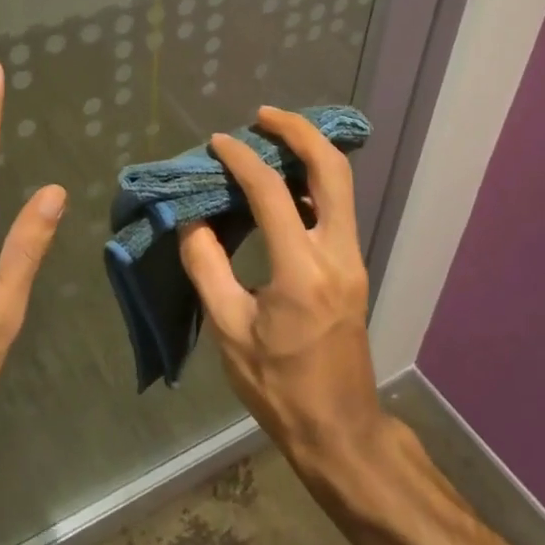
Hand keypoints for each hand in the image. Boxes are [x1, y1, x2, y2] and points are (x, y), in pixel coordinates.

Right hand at [178, 107, 384, 470]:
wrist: (340, 429)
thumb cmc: (279, 387)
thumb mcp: (229, 330)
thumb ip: (207, 267)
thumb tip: (191, 220)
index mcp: (302, 271)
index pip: (273, 193)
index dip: (242, 159)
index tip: (217, 143)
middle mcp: (337, 254)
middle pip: (332, 169)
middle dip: (299, 131)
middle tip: (263, 115)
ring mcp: (352, 260)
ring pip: (341, 185)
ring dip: (309, 152)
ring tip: (271, 138)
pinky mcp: (352, 268)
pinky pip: (337, 208)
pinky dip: (314, 181)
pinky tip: (285, 183)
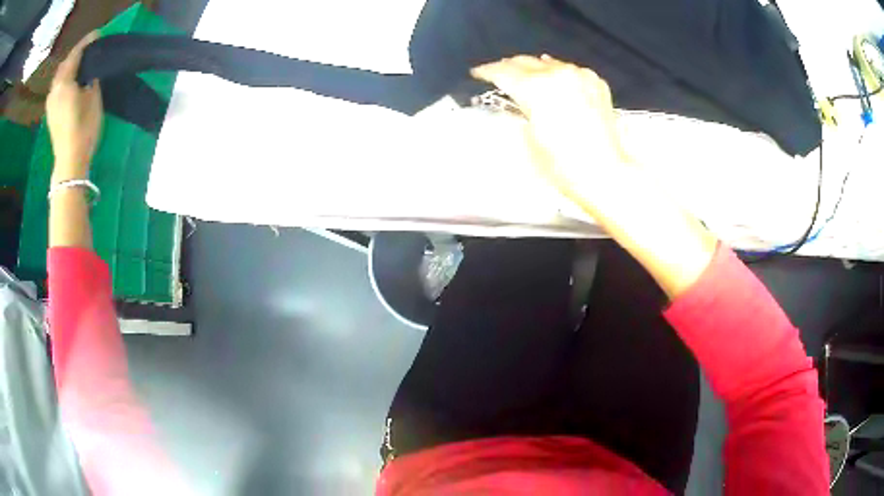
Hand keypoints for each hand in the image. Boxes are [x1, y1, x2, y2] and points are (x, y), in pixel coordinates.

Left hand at [47, 32, 102, 180]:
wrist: (69, 162)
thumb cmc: (83, 128)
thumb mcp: (93, 97)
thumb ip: (91, 78)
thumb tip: (90, 70)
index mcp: (65, 82)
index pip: (76, 54)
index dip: (87, 42)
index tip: (98, 34)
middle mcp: (55, 89)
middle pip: (65, 64)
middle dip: (76, 54)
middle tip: (89, 49)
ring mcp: (50, 102)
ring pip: (59, 76)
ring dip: (69, 67)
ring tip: (80, 64)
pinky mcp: (50, 113)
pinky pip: (56, 87)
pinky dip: (64, 79)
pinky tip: (71, 81)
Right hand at [471, 55, 629, 202]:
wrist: (605, 173)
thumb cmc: (562, 165)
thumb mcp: (529, 139)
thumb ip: (518, 111)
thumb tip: (515, 100)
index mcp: (535, 88)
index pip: (503, 71)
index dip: (487, 72)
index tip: (478, 73)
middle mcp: (556, 73)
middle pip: (525, 62)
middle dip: (508, 67)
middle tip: (498, 73)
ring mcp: (579, 75)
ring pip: (548, 62)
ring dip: (533, 68)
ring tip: (524, 75)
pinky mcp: (596, 82)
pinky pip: (569, 70)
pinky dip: (557, 73)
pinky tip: (554, 79)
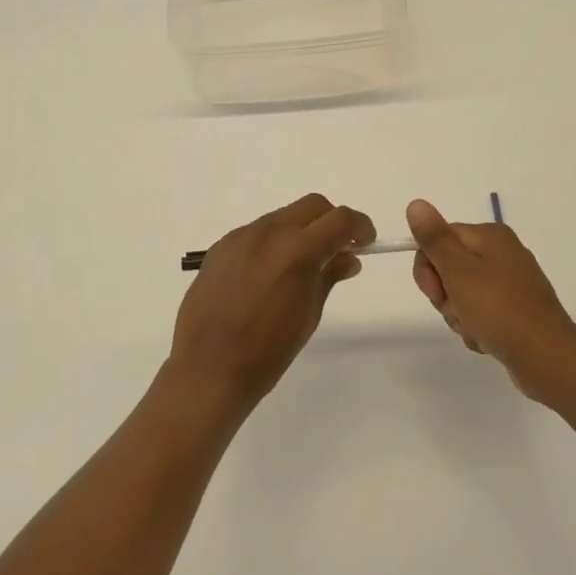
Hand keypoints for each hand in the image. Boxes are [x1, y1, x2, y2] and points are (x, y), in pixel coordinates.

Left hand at [169, 194, 374, 413]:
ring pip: (282, 216)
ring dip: (301, 231)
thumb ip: (329, 276)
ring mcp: (241, 236)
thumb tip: (347, 258)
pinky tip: (269, 274)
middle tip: (338, 249)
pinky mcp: (221, 247)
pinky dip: (273, 242)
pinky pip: (256, 233)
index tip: (366, 242)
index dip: (360, 227)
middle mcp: (269, 232)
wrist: (208, 368)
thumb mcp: (309, 314)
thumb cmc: (268, 351)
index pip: (340, 220)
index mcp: (297, 250)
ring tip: (302, 264)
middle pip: (312, 206)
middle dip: (331, 222)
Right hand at [407, 199, 575, 401]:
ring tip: (476, 329)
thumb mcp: (458, 270)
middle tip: (458, 311)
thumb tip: (416, 204)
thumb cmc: (498, 309)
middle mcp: (502, 253)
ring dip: (459, 315)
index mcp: (490, 235)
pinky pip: (481, 313)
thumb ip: (434, 238)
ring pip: (462, 294)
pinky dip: (477, 327)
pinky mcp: (515, 309)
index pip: (438, 239)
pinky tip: (487, 340)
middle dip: (445, 295)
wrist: (546, 357)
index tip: (436, 291)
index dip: (428, 267)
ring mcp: (510, 282)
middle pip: (449, 267)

Task goal → Pick out every line above that contains the word "hand" and copy it.

Exercise solution →
Hand keypoints for each hand in the image. Boxes are [x1, y1, x2, y2] and points are (x, y), in pixel coordinates.
Right hand at [178, 107, 384, 470]:
Hand keypoints for each hand in the image. Boxes are [x1, y1, x2, y2] and points are (x, y), in pixel coordinates.
Left hand at [47, 32, 102, 180]:
Right hand at [471, 55, 629, 202]:
Hand keypoints for each hand in the image. Boxes are [x1, y1, x2, y2] and points are (x, y), in pixel coordinates.
Left hand at [169, 194, 374, 413]:
Right hand at [407, 199, 575, 401]:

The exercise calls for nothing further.